**WHAT TO PRODUCE**
Every line that contains the word "true" should be copied from the records below.

[[ DATASET EXCERPTS, beginning ]]

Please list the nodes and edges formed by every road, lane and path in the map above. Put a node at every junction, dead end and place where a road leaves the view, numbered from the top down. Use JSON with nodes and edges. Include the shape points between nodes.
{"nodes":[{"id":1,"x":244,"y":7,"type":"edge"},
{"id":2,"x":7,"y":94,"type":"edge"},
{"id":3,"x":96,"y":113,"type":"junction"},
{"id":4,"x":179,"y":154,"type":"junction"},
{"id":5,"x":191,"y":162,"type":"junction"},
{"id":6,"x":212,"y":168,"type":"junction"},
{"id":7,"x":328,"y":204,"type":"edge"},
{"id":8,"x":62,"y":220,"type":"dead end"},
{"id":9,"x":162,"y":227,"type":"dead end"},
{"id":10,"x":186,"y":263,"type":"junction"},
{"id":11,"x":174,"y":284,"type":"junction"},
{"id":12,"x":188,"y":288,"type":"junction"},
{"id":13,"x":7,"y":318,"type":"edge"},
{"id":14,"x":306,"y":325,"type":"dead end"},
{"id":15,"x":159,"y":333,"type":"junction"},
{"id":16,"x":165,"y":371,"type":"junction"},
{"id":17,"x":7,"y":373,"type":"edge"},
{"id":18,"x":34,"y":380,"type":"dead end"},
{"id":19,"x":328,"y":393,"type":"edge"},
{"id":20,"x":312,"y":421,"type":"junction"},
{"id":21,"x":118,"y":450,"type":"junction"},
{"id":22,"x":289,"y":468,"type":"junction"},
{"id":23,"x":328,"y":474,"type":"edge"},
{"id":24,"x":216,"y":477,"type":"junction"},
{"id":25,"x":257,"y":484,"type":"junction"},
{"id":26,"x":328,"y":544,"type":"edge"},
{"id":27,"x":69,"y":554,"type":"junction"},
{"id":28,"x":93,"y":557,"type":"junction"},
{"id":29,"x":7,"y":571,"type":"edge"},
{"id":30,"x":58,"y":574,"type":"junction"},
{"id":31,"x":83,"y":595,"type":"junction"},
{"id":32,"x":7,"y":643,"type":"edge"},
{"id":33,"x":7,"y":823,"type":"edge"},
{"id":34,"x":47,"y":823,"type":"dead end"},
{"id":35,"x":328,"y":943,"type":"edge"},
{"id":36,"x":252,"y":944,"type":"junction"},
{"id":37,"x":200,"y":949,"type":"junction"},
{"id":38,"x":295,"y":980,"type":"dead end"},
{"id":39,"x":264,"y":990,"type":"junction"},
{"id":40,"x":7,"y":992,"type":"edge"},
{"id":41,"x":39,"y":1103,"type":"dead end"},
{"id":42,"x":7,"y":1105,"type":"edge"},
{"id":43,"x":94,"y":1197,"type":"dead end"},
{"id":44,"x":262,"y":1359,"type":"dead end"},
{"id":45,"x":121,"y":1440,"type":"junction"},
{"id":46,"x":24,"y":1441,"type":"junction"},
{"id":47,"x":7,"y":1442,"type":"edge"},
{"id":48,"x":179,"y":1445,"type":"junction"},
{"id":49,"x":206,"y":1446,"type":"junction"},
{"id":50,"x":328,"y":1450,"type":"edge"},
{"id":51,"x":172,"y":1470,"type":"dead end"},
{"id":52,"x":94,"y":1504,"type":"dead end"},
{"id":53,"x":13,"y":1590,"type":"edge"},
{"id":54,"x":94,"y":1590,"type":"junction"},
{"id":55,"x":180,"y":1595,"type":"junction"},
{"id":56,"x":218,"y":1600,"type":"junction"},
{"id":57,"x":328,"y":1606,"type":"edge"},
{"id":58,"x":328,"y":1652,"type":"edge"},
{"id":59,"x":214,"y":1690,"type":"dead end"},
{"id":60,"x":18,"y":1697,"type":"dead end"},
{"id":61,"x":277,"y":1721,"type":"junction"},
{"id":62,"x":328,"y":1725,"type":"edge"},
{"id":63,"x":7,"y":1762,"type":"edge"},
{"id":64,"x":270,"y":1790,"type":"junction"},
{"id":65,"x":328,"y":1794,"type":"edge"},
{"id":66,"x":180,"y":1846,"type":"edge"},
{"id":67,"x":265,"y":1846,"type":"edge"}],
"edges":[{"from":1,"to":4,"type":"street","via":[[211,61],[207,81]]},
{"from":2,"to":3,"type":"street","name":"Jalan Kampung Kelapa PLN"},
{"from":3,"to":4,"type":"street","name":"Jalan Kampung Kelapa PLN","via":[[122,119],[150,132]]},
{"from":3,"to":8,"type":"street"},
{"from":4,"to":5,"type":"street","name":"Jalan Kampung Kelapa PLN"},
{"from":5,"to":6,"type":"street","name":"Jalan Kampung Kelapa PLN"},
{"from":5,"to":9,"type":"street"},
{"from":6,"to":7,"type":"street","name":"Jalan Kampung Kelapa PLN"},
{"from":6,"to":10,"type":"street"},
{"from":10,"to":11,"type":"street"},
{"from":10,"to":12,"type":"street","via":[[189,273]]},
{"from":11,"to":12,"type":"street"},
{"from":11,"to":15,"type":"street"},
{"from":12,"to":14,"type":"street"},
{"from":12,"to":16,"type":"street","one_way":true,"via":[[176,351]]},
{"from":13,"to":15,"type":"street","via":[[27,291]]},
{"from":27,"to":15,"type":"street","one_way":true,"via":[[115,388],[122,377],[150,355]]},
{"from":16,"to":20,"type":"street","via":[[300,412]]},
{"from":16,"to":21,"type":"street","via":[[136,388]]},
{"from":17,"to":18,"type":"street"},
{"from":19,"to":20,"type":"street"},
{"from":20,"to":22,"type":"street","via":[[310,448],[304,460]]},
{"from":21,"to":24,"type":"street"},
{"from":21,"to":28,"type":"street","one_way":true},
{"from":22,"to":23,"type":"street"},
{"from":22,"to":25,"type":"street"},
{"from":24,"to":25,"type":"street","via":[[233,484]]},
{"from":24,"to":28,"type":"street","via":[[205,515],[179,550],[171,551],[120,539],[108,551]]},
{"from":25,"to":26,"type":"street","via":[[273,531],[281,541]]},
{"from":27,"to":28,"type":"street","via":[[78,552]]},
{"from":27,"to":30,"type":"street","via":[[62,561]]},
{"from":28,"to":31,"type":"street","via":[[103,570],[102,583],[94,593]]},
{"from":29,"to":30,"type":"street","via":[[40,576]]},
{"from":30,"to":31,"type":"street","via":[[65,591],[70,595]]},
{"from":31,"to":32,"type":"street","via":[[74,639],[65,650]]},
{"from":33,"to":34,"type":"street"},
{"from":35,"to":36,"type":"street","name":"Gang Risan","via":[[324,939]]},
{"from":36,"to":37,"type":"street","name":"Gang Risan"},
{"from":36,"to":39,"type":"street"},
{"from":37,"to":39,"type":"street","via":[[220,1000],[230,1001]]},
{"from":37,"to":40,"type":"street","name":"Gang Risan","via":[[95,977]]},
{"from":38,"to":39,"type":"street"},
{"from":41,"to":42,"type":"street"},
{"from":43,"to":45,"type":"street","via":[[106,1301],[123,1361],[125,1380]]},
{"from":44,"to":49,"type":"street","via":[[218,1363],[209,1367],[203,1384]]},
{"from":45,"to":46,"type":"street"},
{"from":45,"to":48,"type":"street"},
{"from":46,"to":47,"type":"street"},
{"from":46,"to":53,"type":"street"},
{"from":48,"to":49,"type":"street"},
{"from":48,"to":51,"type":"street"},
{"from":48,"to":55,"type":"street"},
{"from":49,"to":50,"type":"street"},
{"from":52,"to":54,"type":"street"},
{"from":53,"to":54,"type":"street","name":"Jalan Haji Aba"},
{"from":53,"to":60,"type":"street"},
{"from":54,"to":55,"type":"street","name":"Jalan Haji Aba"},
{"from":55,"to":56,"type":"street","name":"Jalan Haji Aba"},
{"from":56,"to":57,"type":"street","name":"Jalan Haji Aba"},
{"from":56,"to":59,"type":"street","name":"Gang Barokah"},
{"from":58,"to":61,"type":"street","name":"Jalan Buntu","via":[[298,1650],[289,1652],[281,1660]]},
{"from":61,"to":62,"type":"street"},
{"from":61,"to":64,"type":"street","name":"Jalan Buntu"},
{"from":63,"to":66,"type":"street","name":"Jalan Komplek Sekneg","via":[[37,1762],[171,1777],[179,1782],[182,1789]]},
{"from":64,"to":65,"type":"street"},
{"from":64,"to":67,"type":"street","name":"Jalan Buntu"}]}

[[ DATASET EXCERPTS, end ]]

**REPLY TO THE TASK**
{"from":12,"to":16,"type":"street","one_way":true,"via":[[176,351]]},
{"from":27,"to":15,"type":"street","one_way":true,"via":[[115,388],[122,377],[150,355]]},
{"from":21,"to":28,"type":"street","one_way":true},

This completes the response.